Gosh, you guys: why do us nerds have to be the finger on the pulse of a nation? After the mainstream realized we were right about comic books and superheroes and anti-heroes, it seems they’ve found the next one of our interests to obsess upon: time travel. With the success of series like Outlander, Doctor Who, 12 Monkeys, and even Rick and Morty, it seems like more traditional networks are getting hip to the idea of skipping in and around time, with NBC coming out with their own version of time travel adventure on TV: Timeless, which premieres on Monday, October 3 at 10 p.m..
First thing’s first: this is popcorn television, where bombastic goofiness is the name of the game, and entertainment definitely wins over the science of it. If you’re looking for really complicated, riveting time travel: go watch 12 Monkeys or Rick and Morty. Do your mom and aunt and grandparents want to watch something together as a family? Throw this on and worry not about anyone being able to follow along (or a bunch of Rick’s burping grossing everyone out). Your family will no doubt love series stars Abigail Spencer, Matt Lanter, and Malcolm Barrett—and they’ll definitely LOVE ER‘s Goran Visnjic showing up, tackling big bad duties this season.

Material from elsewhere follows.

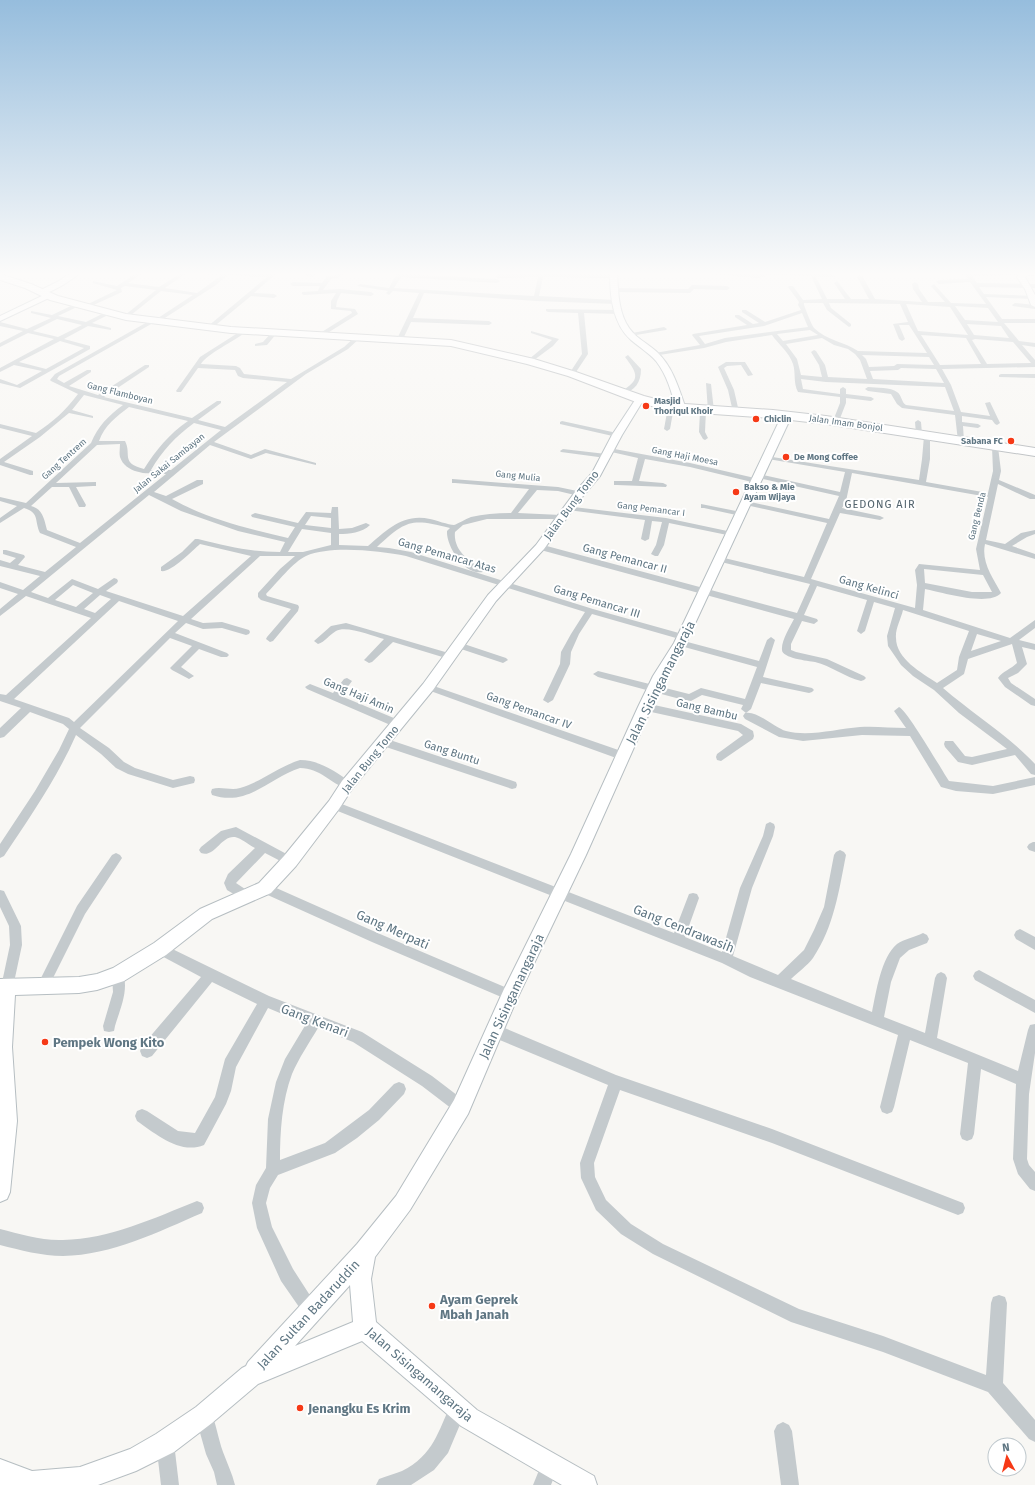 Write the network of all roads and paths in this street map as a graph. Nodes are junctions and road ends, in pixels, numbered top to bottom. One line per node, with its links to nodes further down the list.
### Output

It also features a veritable smorgasbord of fantastic character actors in supporting roles, including Paterson Joseph, Sakina Jaffrey, and Claudia Doumit. You’ll find quickly that showrunners Eric Kripke (Supernatural) and Shawn Ryan (The Shield) have nailed the freewheeling tone of this procedural.
The show centers around three unwitting time travelers—history buff Lucy (Spencer), former soldier Wyatt (Lanter), and scientist Rufus (Barrett)—as they are tasked with catching a mysterious bad guy named Garcia Flynn, a man hellbent on changing the past, seemingly for the worse. Perhaps the most surprisingly notable thing about the Timeless pilot is its unwillingness to disregard Rufus’ race and the effect that it would have on the people in the eras they visit. Because, duh. But also, given this a network show, it’s about time.

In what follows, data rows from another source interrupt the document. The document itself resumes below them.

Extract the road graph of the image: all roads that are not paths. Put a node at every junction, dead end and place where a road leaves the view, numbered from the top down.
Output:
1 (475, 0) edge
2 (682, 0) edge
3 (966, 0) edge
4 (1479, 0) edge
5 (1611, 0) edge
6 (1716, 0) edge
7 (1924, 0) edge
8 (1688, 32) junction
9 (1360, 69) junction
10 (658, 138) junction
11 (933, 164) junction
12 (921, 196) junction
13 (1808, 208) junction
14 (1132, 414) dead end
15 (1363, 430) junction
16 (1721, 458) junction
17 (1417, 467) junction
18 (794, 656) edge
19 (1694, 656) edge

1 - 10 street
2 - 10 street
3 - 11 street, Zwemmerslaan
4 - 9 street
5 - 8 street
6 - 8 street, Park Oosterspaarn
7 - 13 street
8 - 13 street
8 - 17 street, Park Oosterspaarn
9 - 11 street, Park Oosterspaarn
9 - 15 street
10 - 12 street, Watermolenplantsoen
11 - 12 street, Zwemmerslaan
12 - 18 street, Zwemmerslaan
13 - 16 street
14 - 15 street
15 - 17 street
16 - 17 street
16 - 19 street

Identity has never been network TV’s favorite thing to dissect, traditionally shying away from discussing race, sex, or gender in any fashion beyond the throwaway joke or a schmaltzy afterschool special-type moment. Despite the mind-bogglingness of not addressing things that actively affect the way a person operates in the world, it’s traditionally been so much easier (and more palatable to a wider—read: whiter—audience) to eschew the discussion altogether, as if the world wouldn’t push back against “otherness.” But here’s the thing: if you’re going back to the past, it better freakin’ act like the past. Though it remains to be seen if Timeless will use Rufus to become a one-note comic relief/social commentary, we’re hopeful that a particularly mysterious subplot with him will turn that bit around some more. And good on NBC/Kripke/Ryan for at least trying, if nothing else.
The show zigs and zags with a boundless sort of enthusiasm that’s easy to like, an interesting juxtaposition to the myriad other time travel shows that seem to take the rules of defying physics as we currently know it. But that’s what makes it so enjoyable: it’s not as serious as 12 Monkeys or intricate as Doctor Who. It’s a Quantum Leap for a modern time—and sometimes that’s exactly what you need. More than anything, Timeless is the exact sort of historical time travel caper you’d want and expect from a network studio (even if it feels like something that would’ve probably done a bit better for them several years ago, before time travel became the new “it” conceit for television). It’s big, audacious, isn’t bogged down by the theoretical physics of traveling through time, and full of nostalgia-laced fun.